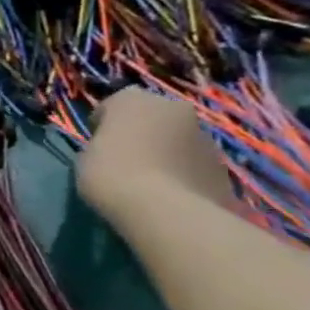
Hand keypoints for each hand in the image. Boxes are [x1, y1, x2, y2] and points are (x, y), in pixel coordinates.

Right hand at [77, 87, 236, 228]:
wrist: (166, 210)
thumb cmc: (112, 173)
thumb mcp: (87, 155)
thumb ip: (103, 143)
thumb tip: (117, 149)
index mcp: (134, 99)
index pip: (113, 105)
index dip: (104, 125)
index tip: (97, 145)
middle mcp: (173, 108)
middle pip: (152, 117)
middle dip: (142, 132)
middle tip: (126, 158)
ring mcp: (205, 136)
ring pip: (177, 139)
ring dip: (165, 152)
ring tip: (150, 181)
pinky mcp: (223, 165)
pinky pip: (193, 163)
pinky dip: (183, 172)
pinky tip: (169, 194)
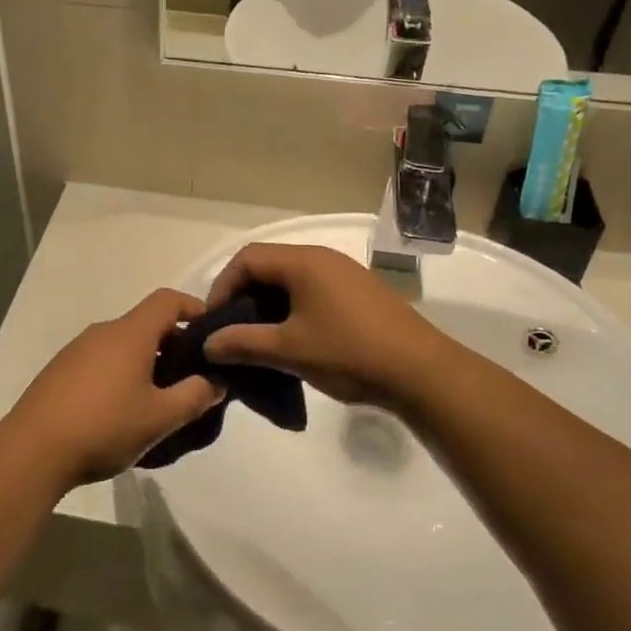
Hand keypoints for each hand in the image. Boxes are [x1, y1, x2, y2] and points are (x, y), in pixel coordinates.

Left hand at [3, 290, 225, 483]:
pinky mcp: (60, 370)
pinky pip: (101, 360)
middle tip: (190, 378)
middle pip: (146, 323)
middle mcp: (103, 332)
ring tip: (157, 399)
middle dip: (173, 345)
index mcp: (130, 334)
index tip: (210, 334)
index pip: (167, 300)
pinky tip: (121, 411)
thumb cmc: (104, 427)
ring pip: (123, 344)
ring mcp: (77, 350)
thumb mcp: (160, 418)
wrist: (32, 450)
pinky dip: (120, 373)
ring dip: (146, 362)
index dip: (193, 308)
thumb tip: (217, 382)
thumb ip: (195, 396)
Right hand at [201, 243, 445, 408]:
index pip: (247, 258)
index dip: (223, 286)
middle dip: (244, 296)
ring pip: (292, 280)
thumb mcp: (289, 350)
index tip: (215, 322)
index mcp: (304, 261)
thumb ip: (243, 344)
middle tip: (233, 332)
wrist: (422, 372)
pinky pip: (313, 291)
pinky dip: (293, 309)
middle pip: (269, 266)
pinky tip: (296, 341)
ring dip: (269, 305)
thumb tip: (208, 344)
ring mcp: (345, 274)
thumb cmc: (349, 353)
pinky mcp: (360, 293)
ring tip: (260, 340)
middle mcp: (323, 258)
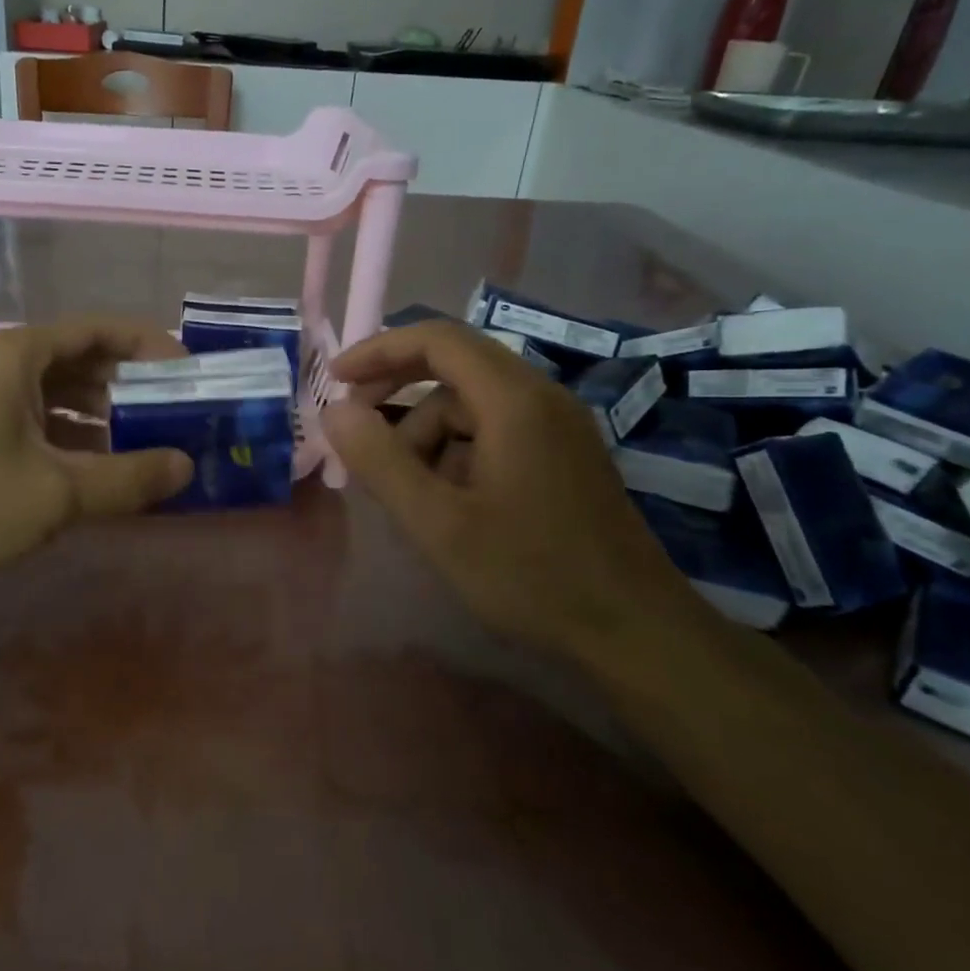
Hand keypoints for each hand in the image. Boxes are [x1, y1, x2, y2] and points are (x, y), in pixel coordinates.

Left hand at [0, 319, 192, 604]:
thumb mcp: (58, 494)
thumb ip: (129, 478)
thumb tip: (186, 467)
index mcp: (16, 355)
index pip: (98, 330)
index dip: (148, 346)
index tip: (187, 371)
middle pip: (78, 359)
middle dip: (128, 384)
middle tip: (175, 412)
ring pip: (55, 391)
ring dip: (100, 413)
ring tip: (146, 441)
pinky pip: (33, 417)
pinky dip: (69, 435)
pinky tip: (97, 466)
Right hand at [321, 321, 715, 655]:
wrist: (634, 631)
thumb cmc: (530, 574)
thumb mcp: (438, 523)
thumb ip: (380, 461)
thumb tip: (335, 410)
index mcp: (514, 400)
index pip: (438, 340)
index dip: (379, 350)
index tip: (336, 379)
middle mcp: (541, 398)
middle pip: (454, 369)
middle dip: (398, 395)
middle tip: (358, 434)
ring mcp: (558, 427)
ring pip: (471, 406)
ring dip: (426, 435)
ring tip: (405, 491)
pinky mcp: (563, 456)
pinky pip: (494, 432)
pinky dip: (456, 453)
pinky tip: (446, 502)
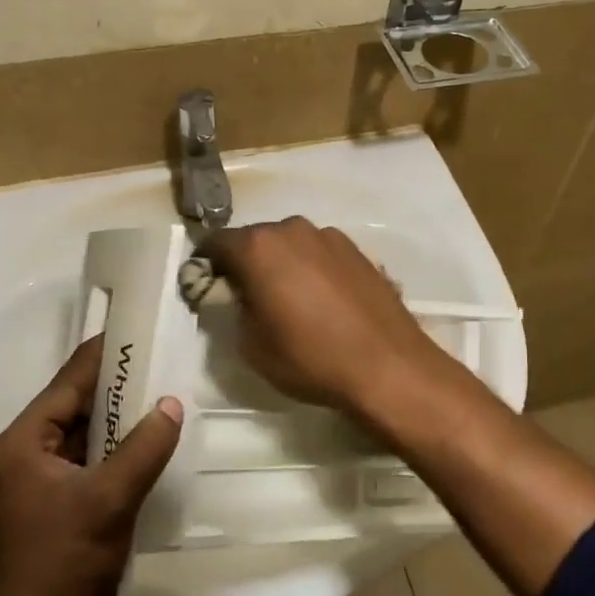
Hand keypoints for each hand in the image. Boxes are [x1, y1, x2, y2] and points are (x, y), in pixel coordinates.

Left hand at [0, 336, 183, 595]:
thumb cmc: (63, 562)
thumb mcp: (109, 499)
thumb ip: (144, 447)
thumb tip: (173, 403)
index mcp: (23, 441)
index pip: (68, 381)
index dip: (104, 355)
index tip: (139, 330)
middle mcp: (24, 452)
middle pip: (75, 405)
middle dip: (118, 387)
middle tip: (161, 361)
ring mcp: (38, 480)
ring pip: (85, 434)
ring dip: (119, 420)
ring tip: (162, 394)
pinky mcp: (54, 503)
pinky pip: (89, 461)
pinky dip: (116, 449)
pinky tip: (149, 441)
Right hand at [201, 217, 476, 419]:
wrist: (388, 365)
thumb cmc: (310, 357)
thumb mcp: (251, 344)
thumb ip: (233, 309)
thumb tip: (237, 295)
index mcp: (259, 247)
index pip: (216, 243)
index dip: (206, 265)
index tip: (207, 288)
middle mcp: (293, 229)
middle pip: (256, 239)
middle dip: (246, 263)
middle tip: (248, 298)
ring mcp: (329, 236)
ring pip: (290, 245)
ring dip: (281, 264)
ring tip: (289, 301)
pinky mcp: (358, 250)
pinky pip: (319, 254)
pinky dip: (311, 269)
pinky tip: (322, 302)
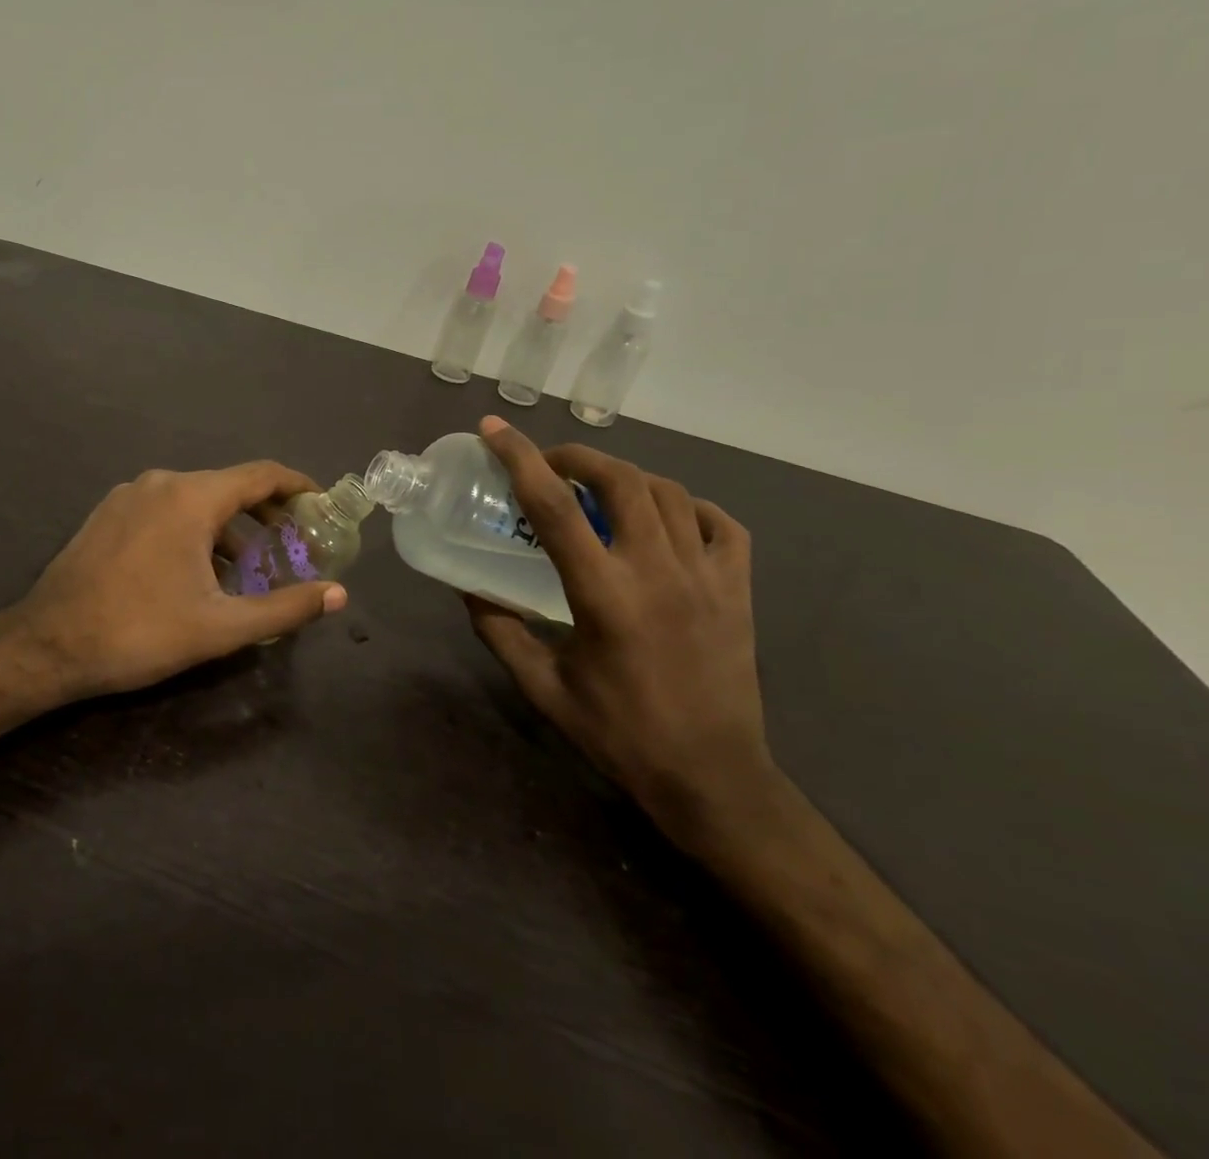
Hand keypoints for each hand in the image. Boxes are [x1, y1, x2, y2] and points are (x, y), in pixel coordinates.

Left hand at [12, 462, 348, 701]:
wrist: (48, 645)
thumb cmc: (140, 631)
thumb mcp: (221, 626)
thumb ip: (284, 608)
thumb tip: (338, 595)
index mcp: (192, 497)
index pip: (261, 474)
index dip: (297, 486)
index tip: (321, 503)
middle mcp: (161, 482)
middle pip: (229, 486)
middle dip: (265, 513)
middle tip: (291, 545)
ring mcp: (128, 495)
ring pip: (195, 499)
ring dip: (228, 527)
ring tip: (247, 567)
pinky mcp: (107, 514)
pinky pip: (165, 510)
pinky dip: (193, 529)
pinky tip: (196, 570)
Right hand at [466, 415, 773, 846]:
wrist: (713, 778)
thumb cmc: (619, 734)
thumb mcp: (543, 687)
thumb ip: (499, 631)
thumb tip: (469, 589)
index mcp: (603, 593)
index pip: (553, 505)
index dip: (518, 457)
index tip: (493, 429)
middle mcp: (657, 570)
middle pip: (618, 479)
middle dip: (576, 456)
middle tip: (549, 465)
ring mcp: (707, 576)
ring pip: (667, 492)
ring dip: (625, 477)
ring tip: (598, 490)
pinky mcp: (739, 590)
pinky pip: (720, 523)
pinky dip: (688, 507)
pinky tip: (666, 519)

__________

Line by line, write out the data above exactly, without the pictures.

Hand keypoints for each hand in the image. Boxes are [x1, y1, x2, y2] and points are (x, y), in pixel coordinates.

Right hand at [77, 87, 236, 228]:
wrist: (166, 210)
thumb cmc: (112, 173)
thumb mcp: (87, 155)
thumb ip: (103, 143)
thumb tip: (117, 149)
index mcp: (134, 99)
index pip: (113, 105)
index dip: (104, 125)
index tip: (97, 145)
middle mcp: (173, 108)
middle pip: (152, 117)
middle dip: (142, 132)
middle tip: (126, 158)
ring mcp: (205, 136)
ring pip: (177, 139)
ring dip: (165, 152)
ring tip: (150, 181)
pinky mcp: (223, 165)
pinky pip: (193, 163)
pinky dip: (183, 172)
pinky tip: (169, 194)
Hand keypoints for each hand in the image. Boxes are [x1, y1, x2, y2] and points are (x, y), in pixel coordinates.

Left hand at [3, 290, 225, 483]:
pinky mcp: (60, 370)
pinky pip: (101, 360)
middle tip: (190, 378)
middle pip: (146, 323)
middle mcp: (103, 332)
ring tip: (157, 399)
middle dip: (173, 345)
index mcp: (130, 334)
index tip: (210, 334)
index pip: (167, 300)
pinky tip: (121, 411)
thumb cmc: (104, 427)
ring pip: (123, 344)
ring mcp: (77, 350)
thumb mcp: (160, 418)
wrist: (32, 450)
pinky dip: (120, 373)
ring dip: (146, 362)
index dip: (193, 308)
thumb tip: (217, 382)
thumb ip: (195, 396)
Right hand at [201, 243, 445, 408]:
index pip: (247, 258)
index dip: (223, 286)
middle dip: (244, 296)
ring pip: (292, 280)
thumb mcp: (289, 350)
index tip: (215, 322)
index mcp: (304, 261)
thumb ip: (243, 344)
middle tip: (233, 332)
wrist: (422, 372)
pinky pip: (313, 291)
pinky dip: (293, 309)
middle pip: (269, 266)
pinky tip: (296, 341)
ring dip: (269, 305)
thumb tip: (208, 344)
ring mcp: (345, 274)
thumb cmc: (349, 353)
pinky mcp: (360, 293)
ring tip: (260, 340)
middle mcp: (323, 258)
Hand keypoints for each hand in the image. Boxes are [x1, y1, x2, y2] and points are (x, y), in pixel coordinates.

Left hand at [0, 319, 192, 604]:
thumb mcp: (58, 494)
thumb ip: (129, 478)
thumb tip: (186, 467)
index mcp: (16, 355)
index pip: (98, 330)
index dip: (148, 346)
index tip: (187, 371)
middle pip: (78, 359)
middle dip: (128, 384)
middle tip: (175, 412)
ring pip: (55, 391)
ring dip: (100, 413)
ring tip: (146, 441)
pinky pip: (33, 417)
pinky dip: (69, 435)
pinky tip: (97, 466)
Right hand at [321, 321, 715, 655]:
wrist: (634, 631)
thumb cmc: (530, 574)
thumb mcp: (438, 523)
thumb ip: (380, 461)
thumb tip: (335, 410)
index mcp: (514, 400)
index pip: (438, 340)
index dip: (379, 350)
index tip: (336, 379)
middle mcp: (541, 398)
middle pip: (454, 369)
middle dip: (398, 395)
middle tip: (358, 434)
ring mcp: (558, 427)
ring pip: (471, 406)
ring dip: (426, 435)
ring tip: (405, 491)
pinky mcp: (563, 456)
pinky pip: (494, 432)
pinky dip: (456, 453)
pinky tip: (446, 502)
Hand keypoints for each hand in the image. Boxes are [x1, y1, x2, y2] and points are (x, y), in pixel coordinates.

Left hand at [0, 336, 183, 595]:
thumb cmc: (63, 562)
thumb mcp: (109, 499)
thumb ip: (144, 447)
thumb tip: (173, 403)
index mcp: (23, 441)
index pip: (68, 381)
index dip: (104, 355)
index tip: (139, 330)
middle mcp: (24, 452)
middle pip: (75, 405)
middle dip: (118, 387)
middle tip: (161, 361)
ring mcp: (38, 480)
ring pip: (85, 434)
ring dip: (119, 420)
ring tip: (162, 394)
pinky mcp: (54, 503)
pinky pip: (89, 461)
pinky dip: (116, 449)
pinky tip: (149, 441)
Right hand at [201, 217, 476, 419]:
wrist: (388, 365)
thumb cmc: (310, 357)
thumb mcp: (251, 344)
thumb ip: (233, 309)
thumb tip: (237, 295)
index mcp: (259, 247)
index pip: (216, 243)
index dip: (206, 265)
index tip: (207, 288)
middle mcp: (293, 229)
middle pip: (256, 239)
middle dip: (246, 263)
middle tip: (248, 298)
ring mcp: (329, 236)
ring pip: (290, 245)
ring dip: (281, 264)
ring tip: (289, 301)
pinky mcp: (358, 250)
pinky pip: (319, 254)
pinky dip: (311, 269)
pinky tip: (322, 302)
Hand keypoints for each hand in the image. Boxes are [x1, y1, x2, y2] and points are (x, y), in pixel coordinates.

Left hand at [12, 462, 348, 701]:
wrist: (48, 645)
thumb cmc: (140, 631)
thumb mcp: (221, 626)
thumb ip: (284, 608)
thumb tip: (338, 595)
index mcp: (192, 497)
index pip: (261, 474)
index dip: (297, 486)
index tip: (321, 503)
middle mcp: (161, 482)
middle pip: (229, 486)
middle dip: (265, 513)
middle tip: (291, 545)
ring mcp: (128, 495)
ring pip: (195, 499)
ring dip: (228, 527)
ring tip: (247, 567)
pinky mcp: (107, 514)
pinky pip: (165, 510)
pinky dip: (193, 529)
pinky tip: (196, 570)
Right hand at [466, 415, 773, 846]:
wrist: (713, 778)
thumb cmc: (619, 734)
thumb mcp: (543, 687)
thumb ip: (499, 631)
thumb tip: (469, 589)
index mcp: (603, 593)
index pip: (553, 505)
index dip: (518, 457)
index tip: (493, 429)
middle mcp: (657, 570)
middle pip: (618, 479)
middle dip: (576, 456)
middle tip: (549, 465)
ring mcp: (707, 576)
ring pip: (667, 492)
ring dip: (625, 477)
ring tip: (598, 490)
pinky mcp: (739, 590)
pinky pip: (720, 523)
pinky dip: (688, 507)
pinky tip: (666, 519)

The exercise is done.